The primary source files are under [src/xpuautoshard/tensorflow](../../itex/core/experimental/XPUAutoShard/src/xpuautoshard/tensorflow) and [src/xpuautoshard/common](../../itex/core/experimental/XPUAutoShard/src/xpuautoshard/common). 

[interface_mlir.cpp](../../itex/core/experimental/XPUAutoShard/src/xpuautoshard/tensorflow/interface_mlir.cpp) contains the entry point of XPUAutoShard: `auto_sharding_pass_mlir` and can be invoked in [tfg_optimizer_hook.cc](../../itex/core/graph/tfg_optimizer_hook/tfg_optimizer_hook.cc), which contains conversion between TFG and Graphdef and as a hook to implement the graph optimizer pass in TFG dialect, then the AutoShard graph optimizer pass is added in [xpu_optimizer.cc](../../itex/core/graph/xpu_optimizer.cc).

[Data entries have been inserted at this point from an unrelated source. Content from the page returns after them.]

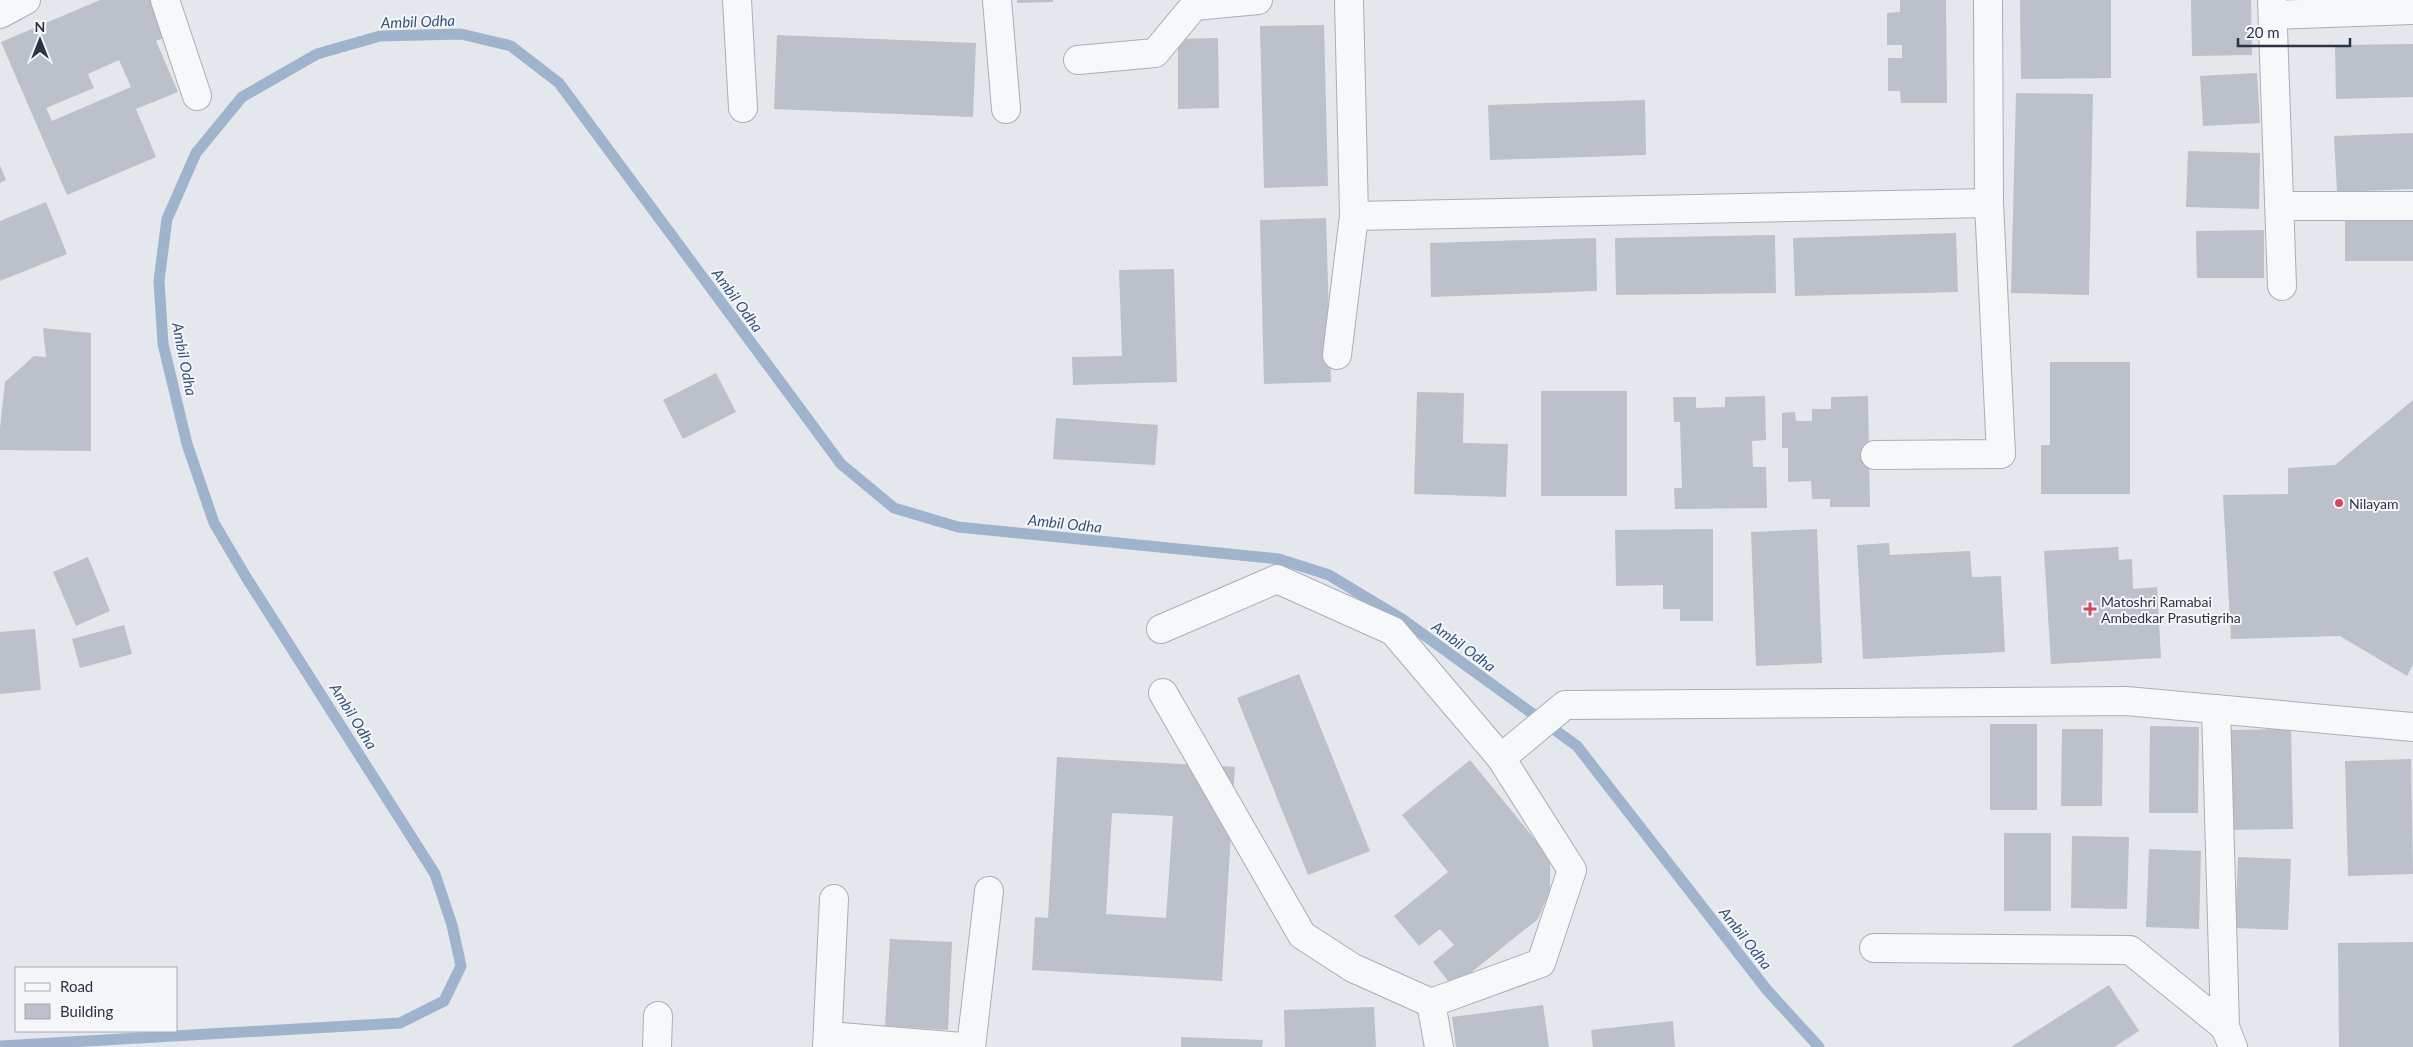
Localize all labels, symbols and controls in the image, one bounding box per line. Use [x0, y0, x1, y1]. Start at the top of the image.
water label: Ambil Odha [380, 11, 456, 31]
north arrow [15, 15, 65, 65]
scale bar [2238, 15, 2350, 47]
text: N [35, 18, 45, 35]
text: 20 m [2246, 23, 2280, 41]
water label: Ambil Odha [708, 264, 767, 336]
water label: Ambil Odha [169, 320, 201, 397]
place label: Nilayam [2349, 495, 2399, 512]
marker: Nilayam [2333, 497, 2345, 509]
water label: Ambil Odha [1026, 510, 1103, 536]
place label: Matoshri Ramabai Ambedkar Prasutigriha [2101, 593, 2241, 626]
marker: Matoshri Ramabai Ambedkar Prasutigriha [2083, 602, 2097, 616]
water label: Ambil Odha [1428, 616, 1500, 675]
water label: Ambil Odha [326, 679, 381, 753]
water label: Ambil Odha [1715, 902, 1776, 973]
legend [15, 967, 178, 1032]
text: Road [60, 977, 93, 995]
text: Building [60, 1002, 113, 1020]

The MLIR passes are under [src/xpuautoshard/tensorflow/passes](../../itex/core/experimental/XPUAutoShard/src/xpuautoshard/tensorflow/passes) and [src/xpuautoshard/common/mlir/passes](../../itex/core/experimental/XPUAutoShard/src/xpuautoshard/common/mlir/passes), which are composed of the following graph rewrite steps:

`type_inference.cpp` -> `tfg_to_hs.cpp` -> `auto_sharding_pass.cpp` -> `hs_to_tfg.cpp`

* `type_inference` adds the shape info to the graph. 
* `tfg_to_hs` marks the graph scopes that can be sharded with shard/unshard ops and also annotates the graph values with uninitialized "sharding properties". <br> Note that `hs` is the namespace of HS-IR, which represents Heterogeneous Sharding.
* `auto_sharding_pass` initializes the sharding properties with the decision how to shard the marked data and place the data on devices. This is the key component of XPUAutoShard. The pass relies on the heuristics at [heuristics_initializer.cpp](../../itex/core/experimental/XPUAutoShard/src/xpuautoshard/common/mlir/passes/heuristics_initializer.cpp) and the [hsp_inference](../../itex/core/experimental/XPUAutoShard/src/xpuautoshard/common/hsp_inference) to infer the sharding properties per TensorFlow op semantics. `auto_sharding_pass` also contains propagation sharding properties, the pass of which is mainly at [mlir_hsp_annotator.cpp](../../itex/core/experimental/XPUAutoShard/src/xpuautoshard/common/mlir/passes/mlir_hsp_annotator.cpp).
* `hs_to_tfg` finally shards the graph according to the sharding properties.


## Usage

### Python API
XPUAutoShard can be enabled via Python API. The feature is turned on with `itex.GraphOptions` via `sharding=itex.ON` flag. A global configuration `ShardingConfig` is provided to set the devices and how the sharding is applied. When the auto sharding mode `config.auto_mode` is set to `False`, parameters `batch_size` and `stage_num` are needed to decide how the sharding is applied, otherwise, these parameters are automatically decided by XPUAutoShard. Current release doesn't target auto mode.

```python
import intel_extension_for_tensorflow as itex
config = itex.ShardingConfig()
config.auto_mode = False
device_gpu = config.devices.add()
device_gpu.device_type = "gpu"
device_gpu.device_num = 2
device_gpu.batch_size = 64
device_gpu.stage_num = 2
graph_opts = itex.GraphOptions(sharding=itex.ON, sharding_config=config)
itex_cfg = itex.ConfigProto(graph_options=graph_opts)
itex.set_config(itex_cfg)
# model construction and execution follow...
...
```

### Dump the graph
You can dump the graph via setting `export ITEX_VERBOSE=4` and then `itex_optimizer_before_sharding.pbtxt` and `itex_optimizer_after_sharding.pbtxt` will be saved under current directory.

### Examples
Please refer to [ResNet50 training example with XPUAutoShard](../../examples/train_resnet50_with_autoshard/README.html) for details.